Update, 5/25: “Haneke’s integration of the ways we communicate and conduct our lives via phone and laptop feels uniquely effective,” writes Emily Yoshida at Vulture. “After long take after long take watching these characters’ lives slowly fall apart, the deceptively placid screen of a Facebook sext or Snapchat video fits right in.”

Update, 5/26: “Haneke has delivered the Haneke film that Haneke-haters see in their heads when they think of a Haneke film,” writes the Village Voice’s Bilge Ebiri: “a series of disjointed, narratively oblique episodes showing people being inhumane to each other. . . . Haneke’s not unfeeling; he usually just asks audiences to meet him halfway. But with the cold, messy, and fundamentally irritating Happy End, I can’t help but feel he’s abandoned us entirely.”

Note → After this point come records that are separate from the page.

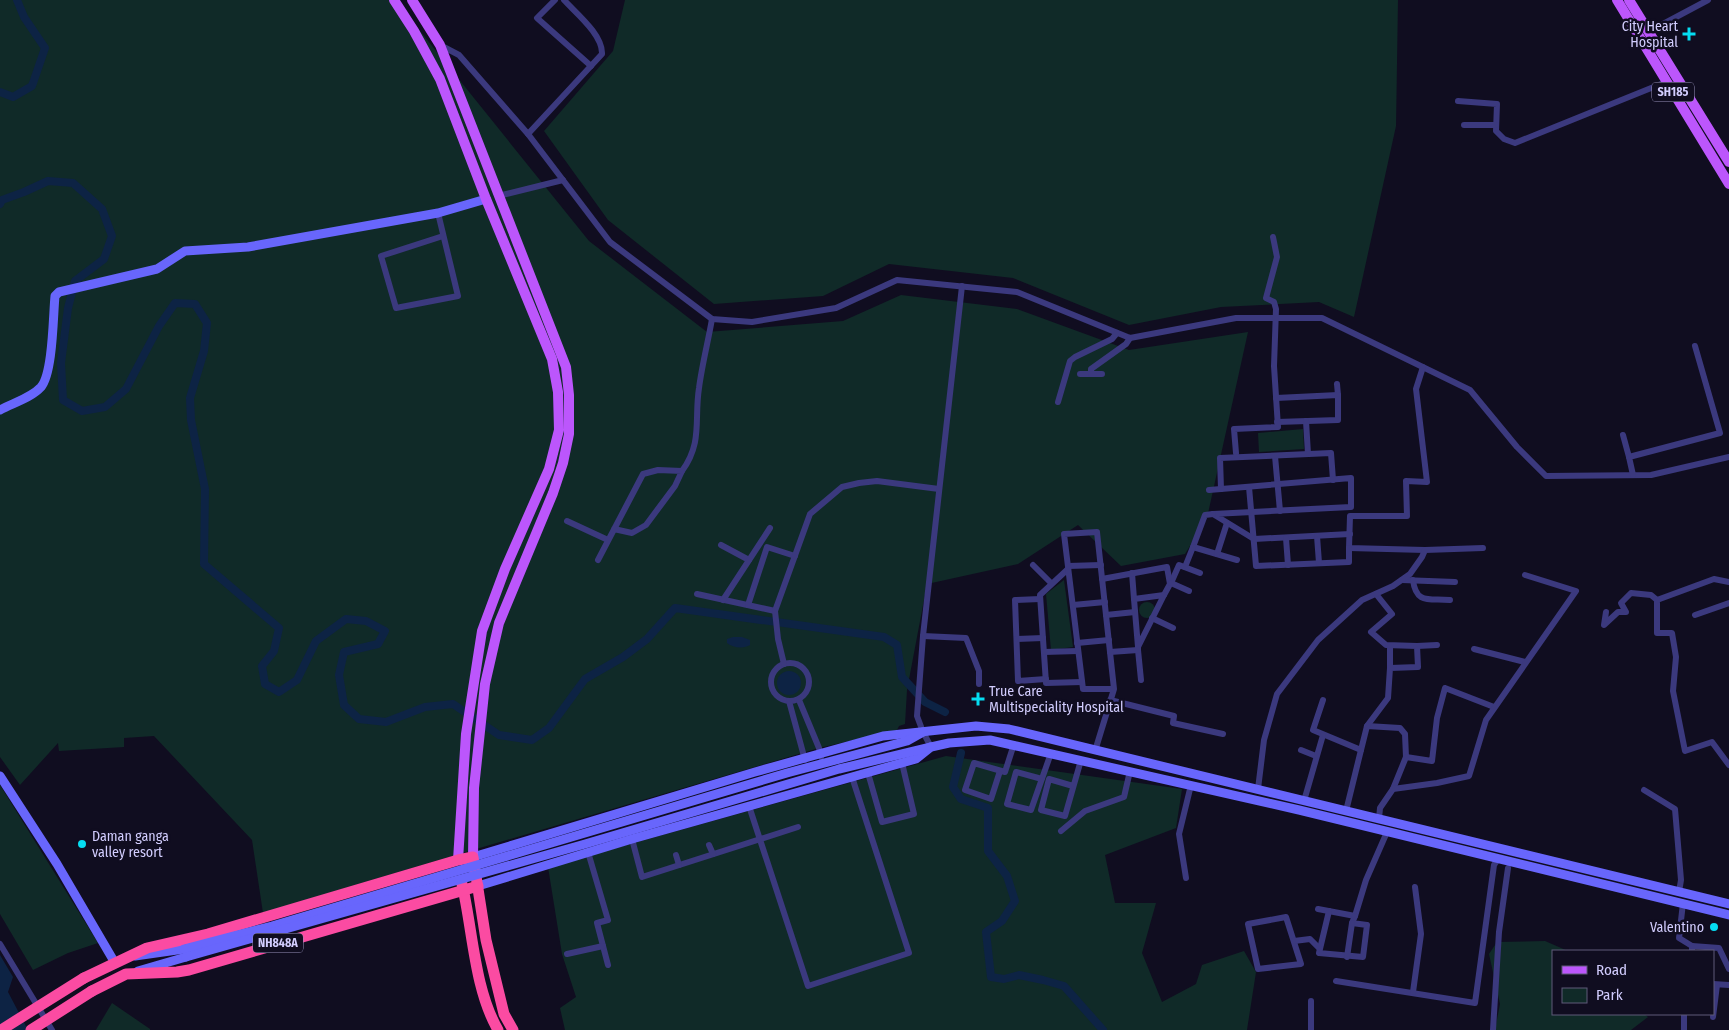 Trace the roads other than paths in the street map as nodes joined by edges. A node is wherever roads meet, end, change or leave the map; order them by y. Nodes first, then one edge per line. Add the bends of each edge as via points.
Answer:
1 (394, 0) edge
2 (412, 0) edge
3 (554, 0) edge
4 (564, 0) edge
5 (1618, 0) edge
6 (1629, 0) edge
7 (1708, 0) edge
8 (1648, 32) junction
9 (440, 45) junction
10 (591, 66) junction
11 (1666, 82) junction
12 (1458, 101) dead end
13 (1464, 125) dead end
14 (1496, 125) junction
15 (528, 134) junction
16 (1729, 162) edge
17 (1728, 179) edge
18 (563, 180) junction
19 (498, 196) junction
20 (486, 199) junction
21 (438, 213) junction
22 (444, 236) junction
23 (1273, 237) dead end
24 (962, 286) junction
25 (1276, 318) junction
26 (712, 319) junction
27 (1117, 333) junction
28 (1130, 338) junction
29 (1695, 346) dead end
30 (1423, 367) junction
31 (1080, 374) dead end
32 (1091, 374) junction
33 (1102, 374) dead end
34 (1337, 384) dead end
35 (1338, 395) junction
36 (1276, 398) junction
37 (1058, 402) dead end
38 (0, 410) edge
39 (1306, 421) junction
40 (1277, 422) junction
41 (1623, 435) dead end
42 (1236, 453) dead end
43 (1308, 454) junction
44 (1275, 456) junction
45 (1628, 457) junction
46 (1729, 457) edge
47 (682, 471) junction
48 (1633, 475) junction
49 (1333, 480) junction
50 (1278, 484) junction
51 (1249, 487) junction
52 (939, 489) junction
53 (1221, 489) junction
54 (1209, 490) dead end
55 (1351, 507) junction
56 (1280, 511) junction
57 (1252, 512) junction
58 (1213, 514) junction
59 (1350, 516) junction
60 (567, 521) dead end
61 (1227, 523) junction
62 (770, 528) dead end
63 (614, 530) junction
64 (1350, 534) junction
65 (1317, 536) junction
66 (1286, 538) junction
67 (608, 540) junction
68 (1254, 540) junction
69 (721, 544) dead end
70 (760, 544) junction
71 (768, 546) junction
72 (1194, 547) junction
73 (1349, 548) junction
74 (1483, 548) dead end
75 (1425, 550) junction
76 (1217, 554) junction
77 (795, 556) junction
78 (598, 560) dead end
79 (749, 560) junction
80 (1237, 560) dead end
81 (1319, 563) junction
82 (1033, 565) dead end
83 (1101, 565) junction
84 (1288, 565) junction
85 (1185, 567) junction
86 (1068, 568) junction
87 (1200, 573) dead end
88 (1132, 574) junction
89 (1525, 575) dead end
90 (1102, 579) junction
91 (1402, 580) junction
92 (1413, 580) junction
93 (1455, 582) dead end
94 (1729, 582) edge
95 (1051, 583) junction
96 (1170, 583) junction
97 (1189, 591) dead end
98 (696, 594) dead end
99 (1376, 594) junction
100 (1164, 595) junction
101 (1134, 599) junction
102 (723, 600) junction
103 (1040, 600) junction
104 (1450, 600) dead end
105 (1657, 600) junction
106 (1105, 602) junction
107 (1729, 603) edge
108 (748, 605) junction
109 (1073, 605) junction
110 (775, 611) junction
111 (1135, 612) junction
112 (1606, 612) dead end
113 (1106, 615) junction
114 (1695, 615) dead end
115 (1152, 618) junction
116 (1173, 628) dead end
117 (923, 636) junction
118 (1043, 638) junction
119 (1017, 639) junction
120 (1108, 640) junction
121 (1077, 643) junction
122 (1437, 645) dead end
123 (1390, 646) junction
124 (1418, 646) junction
125 (1138, 648) junction
126 (1474, 649) dead end
127 (1078, 651) junction
128 (1044, 652) junction
129 (1110, 652) junction
130 (1526, 662) junction
131 (784, 664) junction
132 (1390, 668) junction
133 (1046, 679) junction
134 (1141, 680) dead end
135 (1082, 682) junction
136 (979, 684) dead end
137 (1114, 689) junction
138 (799, 700) junction
139 (1110, 700) junction
140 (1323, 700) dead end
141 (789, 701) junction
142 (1494, 707) junction
143 (1367, 726) junction
144 (923, 732) junction
145 (1223, 734) dead end
146 (1323, 734) junction
147 (1014, 744) junction
148 (930, 747) junction
149 (1095, 750) junction
150 (1300, 750) dead end
151 (1361, 750) junction
152 (820, 753) junction
153 (1050, 753) junction
154 (1316, 756) junction
155 (1406, 757) junction
156 (805, 758) junction
157 (1081, 760) junction
158 (1092, 762) junction
159 (902, 763) junction
160 (1729, 765) edge
161 (1000, 771) junction
162 (1130, 771) junction
163 (868, 772) junction
164 (0, 776) edge
165 (852, 777) junction
166 (1042, 779) junction
167 (826, 784) junction
168 (1191, 785) junction
169 (1073, 786) junction
170 (812, 788) junction
171 (1258, 789) junction
172 (1393, 789) junction
173 (1644, 790) dead end
174 (1304, 801) junction
175 (749, 806) junction
176 (1346, 811) junction
177 (1379, 819) junction
178 (798, 827) dead end
179 (1061, 831) dead end
180 (1387, 832) junction
181 (632, 840) junction
182 (759, 840) junction
183 (709, 845) dead end
184 (588, 852) junction
185 (1518, 852) junction
186 (713, 854) junction
187 (676, 855) dead end
188 (473, 856) junction
189 (1498, 859) junction
190 (458, 860) junction
191 (680, 865) junction
192 (1512, 866) junction
193 (1186, 878) dead end
194 (478, 886) junction
195 (1415, 888) dead end
196 (464, 890) junction
197 (1679, 892) junction
198 (1680, 902) junction
199 (1729, 904) edge
200 (1318, 909) dead end
201 (1329, 911) junction
202 (1729, 915) edge
203 (1354, 920) junction
204 (1294, 941) junction
205 (0, 944) edge
206 (603, 946) junction
207 (1320, 948) junction
208 (1692, 949) edge
209 (185, 953) junction
210 (567, 954) dead end
211 (1347, 957) junction
212 (128, 958) junction
213 (116, 963) junction
214 (608, 966) dead end
215 (1729, 969) edge
216 (126, 974) junction
217 (1336, 981) dead end
218 (1715, 985) edge
219 (1729, 985) edge
220 (1413, 992) junction
221 (1311, 1001) dead end
222 (1714, 1001) edge
223 (1684, 1015) edge
224 (1, 1030) edge
225 (31, 1030) edge
226 (52, 1030) edge
227 (498, 1030) edge
228 (514, 1030) edge
229 (1311, 1030) edge
230 (1493, 1030) edge
231 (1684, 1030) edge

1 - 20 main road via 440,79
2 - 9 main road
3 - 10 street via 537,18
4 - 10 street via 597,36 602,48 602,54
5 - 11 main road, SH185
6 - 8 main road, SH185
7 - 8 street
8 - 16 main road, SH185
9 - 15 street via 459,56
9 - 19 main road
10 - 15 street
11 - 14 street via 1515,143 1504,139 1496,131
11 - 17 main road, SH185
12 - 14 street via 1497,104
13 - 14 street
15 - 18 street
18 - 19 street
18 - 26 street via 610,242
19 - 188 main road via 566,367 569,434 564,463 553,494 498,623 485,684 474,788
20 - 21 main road
20 - 190 main road via 552,359 558,392 558,430 549,469 482,631 466,734
21 - 22 street
21 - 38 main road via 248,247 185,251 158,269 59,292 55,296 48,374 41,387
22 - 22 street via 458,296 396,308 382,256
23 - 25 street via 1277,257 1266,298 1274,302
24 - 26 street via 897,280 836,308 752,322
24 - 27 street via 1017,292
24 - 52 street
25 - 28 street via 1236,318
25 - 30 street via 1322,318
25 - 36 street
26 - 47 street via 698,390 697,432 690,459
27 - 28 street
27 - 37 street via 1112,339 1070,361
28 - 32 street via 1091,368
29 - 45 street via 1720,433
30 - 48 street via 1470,390 1517,447 1546,476
30 - 59 street via 1416,389 1427,482 1406,482 1407,516
31 - 32 street
32 - 33 street
34 - 35 street
35 - 36 street
35 - 39 street via 1338,420
36 - 40 street
39 - 40 street
39 - 43 street
40 - 42 street via 1278,427 1234,429
41 - 45 street
43 - 44 street
43 - 49 street via 1331,453
44 - 50 street
44 - 53 street via 1220,458
45 - 48 street
46 - 48 street via 1651,475
47 - 63 street via 646,525 632,533
47 - 63 street via 658,470 643,474
49 - 50 street
49 - 55 street via 1351,478
50 - 51 street
50 - 56 street
51 - 53 street
51 - 57 street
52 - 77 street via 877,481 842,487 810,514
52 - 117 street
53 - 54 street
55 - 56 street
55 - 59 street
56 - 57 street
57 - 58 street
57 - 68 street
58 - 61 street
58 - 72 street via 1205,515
59 - 64 street
60 - 67 street
61 - 68 street
61 - 76 street
62 - 70 street
63 - 67 street
64 - 65 street
64 - 73 street
65 - 66 street
65 - 81 street
66 - 68 street
66 - 84 street
67 - 78 street
68 - 84 street via 1256,566
69 - 79 street
70 - 71 street
70 - 79 street
71 - 77 street
71 - 108 street
72 - 76 street
72 - 85 street
73 - 75 street
73 - 81 street via 1348,562
74 - 75 street
75 - 91 street via 1410,574
76 - 80 street
77 - 110 street
79 - 102 street
81 - 84 street
82 - 95 street
83 - 86 street
83 - 86 street via 1098,532 1064,534
83 - 90 street
85 - 87 street
85 - 96 street via 1179,565
86 - 95 street
86 - 109 street
88 - 90 street
88 - 96 street via 1167,567
88 - 101 street
89 - 130 street via 1576,591
90 - 106 street
91 - 92 street
91 - 99 street
92 - 93 street
92 - 104 street via 1418,596
94 - 105 street via 1714,579
95 - 103 street via 1040,595
96 - 97 street
96 - 100 street
98 - 102 street
99 - 123 street via 1392,614 1371,632
99 - 171 street via 1362,600 1318,640 1277,694 1264,740
100 - 101 street
100 - 115 street
101 - 111 street
102 - 108 street
103 - 118 street
103 - 119 street via 1015,600
105 - 112 street via 1651,595 1631,593 1621,603 1626,612 1618,612 1604,625
105 - 160 street via 1657,632 1672,633 1676,657 1673,691 1685,750 1712,742
106 - 109 street
106 - 113 street
107 - 114 street
108 - 110 street
109 - 121 street
110 - 131 street
111 - 113 street
111 - 125 street
113 - 120 street
115 - 116 street
115 - 125 street
117 - 136 street via 966,638 978,671
117 - 144 street via 917,716
118 - 119 street
118 - 128 street
119 - 133 street via 1018,681
120 - 121 street
120 - 129 street
121 - 127 street
122 - 124 street
123 - 124 street
123 - 132 street
124 - 132 street via 1418,667
125 - 129 street
125 - 134 street
126 - 130 street
127 - 128 street
127 - 135 street
128 - 133 street
129 - 137 street
130 - 142 street
131 - 138 street via 796,663 807,671 810,684
131 - 141 street via 774,671 770,683 775,694
132 - 143 street via 1388,698
133 - 135 street via 1046,683
135 - 137 street via 1083,689
137 - 139 street
138 - 141 street
138 - 152 street
139 - 145 street via 1174,716 1173,723
139 - 149 street
140 - 146 street via 1313,730
141 - 156 street
142 - 155 street via 1446,688 1437,718 1432,761
142 - 172 street via 1486,720 1469,776
143 - 151 street
143 - 155 street via 1400,728 1404,734
144 - 148 street
144 - 149 main road via 992,726
144 - 152 main road via 890,734
144 - 209 main road, bridge via 907,741 787,773
146 - 151 street
146 - 154 street
147 - 148 main road via 980,740
147 - 153 main road
147 - 161 street via 1005,772
148 - 159 main road via 920,757
148 - 209 main road, bridge via 839,769 558,852
149 - 158 main road
149 - 171 main road
150 - 154 street
151 - 176 street
152 - 156 main road
152 - 167 street
153 - 157 main road
153 - 166 street
154 - 174 street
155 - 172 street
156 - 170 street
156 - 188 main road
157 - 158 main road
157 - 169 street
158 - 162 main road
159 - 163 main road
159 - 163 street via 914,814 882,822
161 - 161 street via 991,798 965,790 974,763
162 - 168 main road
162 - 179 street via 1124,797 1085,811
163 - 165 main road
164 - 213 main road
165 - 167 main road
165 - 182 street via 909,953 808,986
166 - 166 street via 1032,810 1006,804 1016,772
167 - 170 main road
168 - 180 main road
168 - 193 street via 1179,834
169 - 169 street via 1065,816 1041,810 1049,779
170 - 175 main road
171 - 174 main road
172 - 177 street via 1380,808
173 - 197 street via 1675,809 1681,880
174 - 176 main road
175 - 181 main road
175 - 182 street
176 - 177 main road
177 - 185 main road
178 - 182 street
180 - 189 main road
180 - 203 street via 1366,880
181 - 184 main road
181 - 191 street via 642,877
182 - 186 street
183 - 186 street
184 - 194 main road
184 - 206 street via 608,920 597,923
185 - 192 main road
185 - 197 main road
186 - 191 street
187 - 191 street
188 - 190 highway
188 - 194 highway
189 - 192 main road
189 - 220 street via 1494,864 1475,1003
190 - 196 highway
190 - 212 highway via 208,934 147,948
192 - 198 main road
192 - 230 street via 1499,932
194 - 196 highway, NH848A
194 - 228 highway via 486,940 504,1014
195 - 220 street via 1421,934
196 - 216 highway, NH848A via 188,970
196 - 227 highway via 480,980
197 - 198 main road
197 - 199 main road
198 - 202 main road
198 - 208 street via 1679,938
200 - 201 street
201 - 203 street
201 - 207 street
203 - 211 street
203 - 211 street via 1367,925 1362,957
204 - 204 street via 1301,964 1258,970 1248,924 1286,917
204 - 207 street via 1310,939
205 - 226 street
206 - 210 street
206 - 214 street
207 - 211 street via 1319,954
208 - 215 street via 1719,948
209 - 212 main road
209 - 216 main road
212 - 213 highway
213 - 224 highway, bridge via 84,978
216 - 225 highway, NH848A, bridge via 92,991
217 - 220 street
218 - 219 street
218 - 222 street
221 - 229 street
223 - 231 street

Update, 5/27: Writing for Paste,Tim Grierson focuses on “where Happy End parts company with Haneke’s earlier work. In the past, a cosmic comeuppance had occasionally reared its head to smite down the privileged. If such a karma correction awaits the Laurents, we don’t see it in Happy End. Family members die in this movie, and others are left worse off. But the idea of the Laurents—eternally wealth, eternally safeguarded from the strictures and ethics of regular society—remains immaculately preserved. It’s bloody frustrating, and yet Haneke remains such a master that, at the end, he gets you to laugh about the whole thing.”

Update, 5/28:Ioannis Kanonakis for the International Cinephile Society: “A master of cinematic discomfort and unease, Haneke constructs not only a scathing social commentary about society’s hypocrisy and the dehumanizing effects of digital technology, but also a subversively—and unexpectedly—funny take on indolence and complacency among the bourgeoisie, in what could be considered the pinnacle of his intellectual quest as well as a culmination of his favorite themes. A tale about self-destruction, sociopathy and the superficiality of an entire society, Happy End is one of the most intriguing and progressive achievements of the year.”

Update, 5/30: “Haneke doesn’t even pitch movies to Huppert anymore; he just asks her to show up.” Jada Yuan talks with them for Vulture. And it makes for a pretty fun read, too.

Update, 5/31: BFI programmer Geoff Andrew lunched with Haneke a few days after the premiere, “and he seemed in very good spirits, despite a number of critics—the French, especially, it appeared—having complained that it was just another Haneke film. ‘What do they expect?’ he laughed. ‘After all, I’m not someone else. I’ve been Michael Haneke for many years, and I don’t imagine that what I do is going to change very much now!’ Nor should it.”

Update, 11/4: “Eve’s ability to process the counternarratives of adulthood magnifies the fallacy of maturity, which is that when you get older, you don’t become a better or happier person, but just necessarily more agile and clandestine about fulfilling your motives, wherever they fall on a spectrum between the individualistic or utilitarian,” writes Steffanie Ling in the Brooklyn Rail. “Eve is a camera for the audience who processes her family’s image against the more placid one they wish to impress upon her.”